## Activity
Among the lines below, keep only those from the one containing "middle dip: (253, 116)" through the one containing "thumb tip: (174, 205)", and reproduce them exactly.
(Dataset entries)
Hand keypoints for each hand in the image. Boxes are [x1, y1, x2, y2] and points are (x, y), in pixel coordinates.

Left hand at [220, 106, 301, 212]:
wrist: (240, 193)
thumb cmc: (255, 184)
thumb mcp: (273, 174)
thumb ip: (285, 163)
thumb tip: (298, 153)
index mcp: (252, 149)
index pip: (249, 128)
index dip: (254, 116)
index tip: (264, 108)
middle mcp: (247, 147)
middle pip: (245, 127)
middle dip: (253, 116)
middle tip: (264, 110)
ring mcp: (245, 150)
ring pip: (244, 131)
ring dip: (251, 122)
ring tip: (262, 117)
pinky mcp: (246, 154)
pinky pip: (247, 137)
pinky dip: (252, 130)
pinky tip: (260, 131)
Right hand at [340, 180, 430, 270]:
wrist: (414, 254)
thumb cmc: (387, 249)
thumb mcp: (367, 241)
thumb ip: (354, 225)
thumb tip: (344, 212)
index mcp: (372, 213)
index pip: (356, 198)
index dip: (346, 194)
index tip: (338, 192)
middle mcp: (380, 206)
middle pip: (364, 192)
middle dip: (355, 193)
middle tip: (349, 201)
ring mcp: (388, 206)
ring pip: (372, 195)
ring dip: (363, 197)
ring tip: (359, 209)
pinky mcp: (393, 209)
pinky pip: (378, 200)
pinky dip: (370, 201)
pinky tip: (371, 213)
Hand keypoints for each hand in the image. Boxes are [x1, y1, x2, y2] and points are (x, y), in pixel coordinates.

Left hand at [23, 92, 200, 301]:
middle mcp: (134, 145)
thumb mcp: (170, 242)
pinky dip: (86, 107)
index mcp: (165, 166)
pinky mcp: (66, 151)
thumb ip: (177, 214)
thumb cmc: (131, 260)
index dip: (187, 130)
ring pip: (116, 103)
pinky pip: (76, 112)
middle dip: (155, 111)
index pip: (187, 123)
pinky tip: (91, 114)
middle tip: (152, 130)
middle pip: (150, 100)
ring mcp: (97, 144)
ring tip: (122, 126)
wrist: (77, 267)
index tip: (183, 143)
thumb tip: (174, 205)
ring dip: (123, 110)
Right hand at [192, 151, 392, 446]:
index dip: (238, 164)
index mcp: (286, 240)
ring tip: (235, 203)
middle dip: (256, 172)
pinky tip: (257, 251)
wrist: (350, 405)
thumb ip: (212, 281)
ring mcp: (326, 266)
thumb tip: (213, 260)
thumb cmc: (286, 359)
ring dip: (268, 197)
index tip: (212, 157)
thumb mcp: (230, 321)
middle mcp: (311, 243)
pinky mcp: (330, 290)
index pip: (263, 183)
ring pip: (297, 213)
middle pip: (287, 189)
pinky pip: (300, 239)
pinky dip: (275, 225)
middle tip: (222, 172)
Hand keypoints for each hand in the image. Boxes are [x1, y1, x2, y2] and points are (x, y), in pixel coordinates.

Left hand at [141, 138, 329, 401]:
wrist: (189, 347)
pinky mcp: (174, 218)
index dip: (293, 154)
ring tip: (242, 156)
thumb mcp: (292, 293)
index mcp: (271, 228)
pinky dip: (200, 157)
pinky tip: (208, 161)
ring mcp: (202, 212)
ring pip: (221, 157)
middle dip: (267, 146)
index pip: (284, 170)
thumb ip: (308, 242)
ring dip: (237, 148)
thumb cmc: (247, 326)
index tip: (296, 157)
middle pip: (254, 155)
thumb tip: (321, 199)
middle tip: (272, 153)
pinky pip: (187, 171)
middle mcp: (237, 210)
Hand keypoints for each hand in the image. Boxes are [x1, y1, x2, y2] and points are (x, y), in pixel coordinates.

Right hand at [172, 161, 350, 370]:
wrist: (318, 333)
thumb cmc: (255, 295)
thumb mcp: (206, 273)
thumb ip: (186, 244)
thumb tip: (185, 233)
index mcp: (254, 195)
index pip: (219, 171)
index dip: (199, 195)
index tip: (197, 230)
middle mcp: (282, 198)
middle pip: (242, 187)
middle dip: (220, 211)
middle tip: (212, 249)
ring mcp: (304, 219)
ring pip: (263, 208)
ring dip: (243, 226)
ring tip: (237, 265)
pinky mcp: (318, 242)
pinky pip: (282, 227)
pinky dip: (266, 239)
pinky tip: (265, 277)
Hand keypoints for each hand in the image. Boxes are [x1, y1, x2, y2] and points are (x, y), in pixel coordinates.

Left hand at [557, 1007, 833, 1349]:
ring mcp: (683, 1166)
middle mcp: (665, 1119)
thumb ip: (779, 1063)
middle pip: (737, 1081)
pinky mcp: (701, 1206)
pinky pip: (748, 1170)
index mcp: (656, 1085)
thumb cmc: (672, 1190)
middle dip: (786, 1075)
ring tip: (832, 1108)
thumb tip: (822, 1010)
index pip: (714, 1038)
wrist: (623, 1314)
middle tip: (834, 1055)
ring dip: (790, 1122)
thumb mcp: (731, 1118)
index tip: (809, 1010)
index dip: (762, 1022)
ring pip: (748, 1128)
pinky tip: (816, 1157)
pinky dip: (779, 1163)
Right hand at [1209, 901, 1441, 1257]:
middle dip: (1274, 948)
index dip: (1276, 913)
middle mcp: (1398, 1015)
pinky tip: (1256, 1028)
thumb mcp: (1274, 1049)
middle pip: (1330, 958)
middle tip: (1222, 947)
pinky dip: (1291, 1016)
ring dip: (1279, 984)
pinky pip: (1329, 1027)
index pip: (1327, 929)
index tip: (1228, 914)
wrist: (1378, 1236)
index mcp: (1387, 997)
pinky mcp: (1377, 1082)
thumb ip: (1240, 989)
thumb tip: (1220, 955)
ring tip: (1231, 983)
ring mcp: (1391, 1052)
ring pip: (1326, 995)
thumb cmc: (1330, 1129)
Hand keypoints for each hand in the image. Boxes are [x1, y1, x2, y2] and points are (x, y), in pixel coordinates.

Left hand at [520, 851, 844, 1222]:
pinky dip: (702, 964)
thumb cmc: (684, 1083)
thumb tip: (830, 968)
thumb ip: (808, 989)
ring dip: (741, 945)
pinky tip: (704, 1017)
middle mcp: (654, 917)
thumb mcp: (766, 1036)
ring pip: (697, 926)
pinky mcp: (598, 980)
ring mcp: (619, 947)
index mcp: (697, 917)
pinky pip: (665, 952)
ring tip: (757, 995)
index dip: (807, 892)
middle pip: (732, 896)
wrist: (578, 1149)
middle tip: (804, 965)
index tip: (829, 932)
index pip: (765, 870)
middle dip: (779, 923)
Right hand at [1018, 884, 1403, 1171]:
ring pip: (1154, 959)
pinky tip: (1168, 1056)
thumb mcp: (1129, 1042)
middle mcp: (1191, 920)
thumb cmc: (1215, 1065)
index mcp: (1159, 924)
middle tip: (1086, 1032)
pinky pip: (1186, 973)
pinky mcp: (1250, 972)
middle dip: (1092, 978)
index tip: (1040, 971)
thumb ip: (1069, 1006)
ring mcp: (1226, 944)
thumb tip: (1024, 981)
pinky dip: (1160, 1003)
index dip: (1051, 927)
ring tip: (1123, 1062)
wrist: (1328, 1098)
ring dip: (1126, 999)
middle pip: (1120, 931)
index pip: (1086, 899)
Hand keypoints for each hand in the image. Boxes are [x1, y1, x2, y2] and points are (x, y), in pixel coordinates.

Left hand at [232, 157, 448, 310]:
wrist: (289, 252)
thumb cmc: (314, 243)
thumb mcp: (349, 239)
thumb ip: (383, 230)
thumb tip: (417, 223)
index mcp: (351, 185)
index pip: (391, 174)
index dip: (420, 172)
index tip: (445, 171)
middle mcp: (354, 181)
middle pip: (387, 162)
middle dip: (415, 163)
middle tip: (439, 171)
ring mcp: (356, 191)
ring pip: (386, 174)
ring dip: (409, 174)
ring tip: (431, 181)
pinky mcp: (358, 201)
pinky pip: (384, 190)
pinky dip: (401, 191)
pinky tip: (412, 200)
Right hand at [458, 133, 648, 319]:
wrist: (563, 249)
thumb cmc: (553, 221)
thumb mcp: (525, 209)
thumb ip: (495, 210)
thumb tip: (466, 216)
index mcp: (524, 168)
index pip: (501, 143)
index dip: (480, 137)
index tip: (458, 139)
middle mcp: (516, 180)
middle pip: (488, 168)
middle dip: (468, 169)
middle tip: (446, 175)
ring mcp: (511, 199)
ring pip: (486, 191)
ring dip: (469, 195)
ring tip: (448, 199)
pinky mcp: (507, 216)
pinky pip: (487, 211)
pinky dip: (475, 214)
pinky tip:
(End Dataset entries)
## Exercise solution
middle dip: (253, 116)
middle tip: (264, 110)
ring mcp: (245, 150)
ring pip: (244, 131)
ring dip: (251, 122)
ring tip: (262, 117)
pinky mcp: (246, 154)
pinky pip: (247, 137)
pinky dip: (252, 130)
pinky tip: (260, 131)
Right hand at [340, 180, 430, 270]:
wrist: (414, 254)
thumb cmc: (387, 249)
thumb mcp: (367, 241)
thumb ip: (354, 225)
thumb tip: (344, 212)
index mcp: (372, 213)
index pip: (356, 198)
index dip: (346, 194)
index tip: (338, 192)
middle mcp: (380, 206)
middle pip: (364, 192)
middle dip: (355, 193)
middle tip: (349, 201)
ring mcp: (388, 206)
ring pip: (372, 195)
ring dip: (363, 197)
ring tip: (359, 209)
pinky mcp: (393, 209)
pinky pip: (378, 200)
pinky dip: (370, 201)
pinky tip: (371, 213)
Hand keypoints for each hand in the image. Boxes are [x1, y1, x2, y2] and points are (x, y), in pixel coordinates.

Left hand at [23, 92, 200, 301]:
middle mcp: (134, 145)
thumb mcp: (170, 242)
pinky dip: (86, 107)
index mcp: (165, 166)
pinky mcp: (66, 151)
thumb ip: (177, 214)
thumb cmc: (131, 260)
index dip: (187, 130)
ring pip: (116, 103)
pinky pip: (76, 112)
middle dip: (155, 111)
index pip: (187, 123)
pinky tip: (91, 114)
middle tip: (152, 130)
middle pip: (150, 100)
ring mcp: (97, 144)
ring tip: (122, 126)
wrist: (77, 267)
index tip: (183, 143)
thumb tip: (174, 205)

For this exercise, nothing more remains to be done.